⟨
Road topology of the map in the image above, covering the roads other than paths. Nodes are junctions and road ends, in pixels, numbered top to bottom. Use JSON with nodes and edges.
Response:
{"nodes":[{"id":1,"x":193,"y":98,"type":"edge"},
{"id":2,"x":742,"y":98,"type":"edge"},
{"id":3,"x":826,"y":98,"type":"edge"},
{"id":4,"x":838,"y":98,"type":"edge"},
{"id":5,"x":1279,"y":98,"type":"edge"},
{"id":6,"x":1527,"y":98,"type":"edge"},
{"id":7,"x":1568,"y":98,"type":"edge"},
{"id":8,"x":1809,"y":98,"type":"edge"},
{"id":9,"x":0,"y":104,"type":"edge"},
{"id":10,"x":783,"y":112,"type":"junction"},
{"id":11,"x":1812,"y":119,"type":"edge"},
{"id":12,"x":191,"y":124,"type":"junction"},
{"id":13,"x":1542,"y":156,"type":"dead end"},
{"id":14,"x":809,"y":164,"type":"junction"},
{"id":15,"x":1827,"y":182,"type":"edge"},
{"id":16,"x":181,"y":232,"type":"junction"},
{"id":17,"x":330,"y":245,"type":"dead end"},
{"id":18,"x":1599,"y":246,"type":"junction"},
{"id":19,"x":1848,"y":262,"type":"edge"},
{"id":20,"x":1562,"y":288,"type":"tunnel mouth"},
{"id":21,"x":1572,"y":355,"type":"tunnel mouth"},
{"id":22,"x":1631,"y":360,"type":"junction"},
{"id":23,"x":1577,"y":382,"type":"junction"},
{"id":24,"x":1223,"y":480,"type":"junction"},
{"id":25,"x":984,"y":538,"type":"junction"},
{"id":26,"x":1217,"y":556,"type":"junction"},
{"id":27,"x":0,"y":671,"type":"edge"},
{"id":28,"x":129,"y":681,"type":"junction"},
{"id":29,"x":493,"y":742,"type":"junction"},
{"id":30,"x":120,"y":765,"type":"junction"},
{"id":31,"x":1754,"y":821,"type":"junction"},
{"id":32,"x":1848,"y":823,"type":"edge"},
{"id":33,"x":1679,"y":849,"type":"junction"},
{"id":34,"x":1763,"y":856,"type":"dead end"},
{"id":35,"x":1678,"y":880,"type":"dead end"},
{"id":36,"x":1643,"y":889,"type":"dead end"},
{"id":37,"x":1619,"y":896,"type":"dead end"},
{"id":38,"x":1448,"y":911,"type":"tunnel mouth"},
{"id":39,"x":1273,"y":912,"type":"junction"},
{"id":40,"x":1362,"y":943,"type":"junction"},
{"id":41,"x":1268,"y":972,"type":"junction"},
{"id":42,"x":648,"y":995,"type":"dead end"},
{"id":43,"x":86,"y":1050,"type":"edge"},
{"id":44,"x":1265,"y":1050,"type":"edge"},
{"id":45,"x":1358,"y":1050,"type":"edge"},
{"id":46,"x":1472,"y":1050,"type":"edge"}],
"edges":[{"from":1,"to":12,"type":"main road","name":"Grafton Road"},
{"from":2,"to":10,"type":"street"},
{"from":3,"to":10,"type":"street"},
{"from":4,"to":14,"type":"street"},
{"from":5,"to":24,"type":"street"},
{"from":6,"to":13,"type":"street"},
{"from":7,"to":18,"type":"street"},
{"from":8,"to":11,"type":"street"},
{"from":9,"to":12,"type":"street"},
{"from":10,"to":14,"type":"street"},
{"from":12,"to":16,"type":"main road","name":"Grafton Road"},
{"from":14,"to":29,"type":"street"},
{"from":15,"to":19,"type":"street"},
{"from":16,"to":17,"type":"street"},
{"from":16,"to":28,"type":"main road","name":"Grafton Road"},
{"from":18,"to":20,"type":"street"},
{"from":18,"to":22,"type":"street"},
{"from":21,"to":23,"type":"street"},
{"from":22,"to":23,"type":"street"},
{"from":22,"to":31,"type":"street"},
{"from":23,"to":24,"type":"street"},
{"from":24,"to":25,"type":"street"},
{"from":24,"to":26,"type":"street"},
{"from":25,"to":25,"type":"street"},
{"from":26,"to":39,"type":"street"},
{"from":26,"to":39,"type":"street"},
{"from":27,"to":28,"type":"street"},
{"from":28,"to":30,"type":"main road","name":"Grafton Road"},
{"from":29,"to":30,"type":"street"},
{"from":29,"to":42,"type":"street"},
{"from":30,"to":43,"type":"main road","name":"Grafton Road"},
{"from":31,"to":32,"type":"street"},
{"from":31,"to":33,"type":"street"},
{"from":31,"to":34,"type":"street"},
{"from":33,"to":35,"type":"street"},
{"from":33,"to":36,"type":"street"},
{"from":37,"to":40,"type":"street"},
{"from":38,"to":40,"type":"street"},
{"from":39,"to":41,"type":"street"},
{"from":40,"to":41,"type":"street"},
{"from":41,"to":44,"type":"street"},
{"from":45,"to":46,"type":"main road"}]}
⟩
● PROMPT: Show every line from the entries above in which the word "name" appears.

● TASK ANSWER:
"edges":[{"from":1,"to":12,"type":"main road","name":"Grafton Road"},
{"from":12,"to":16,"type":"main road","name":"Grafton Road"},
{"from":16,"to":28,"type":"main road","name":"Grafton Road"},
{"from":28,"to":30,"type":"main road","name":"Grafton Road"},
{"from":30,"to":43,"type":"main road","name":"Grafton Road"},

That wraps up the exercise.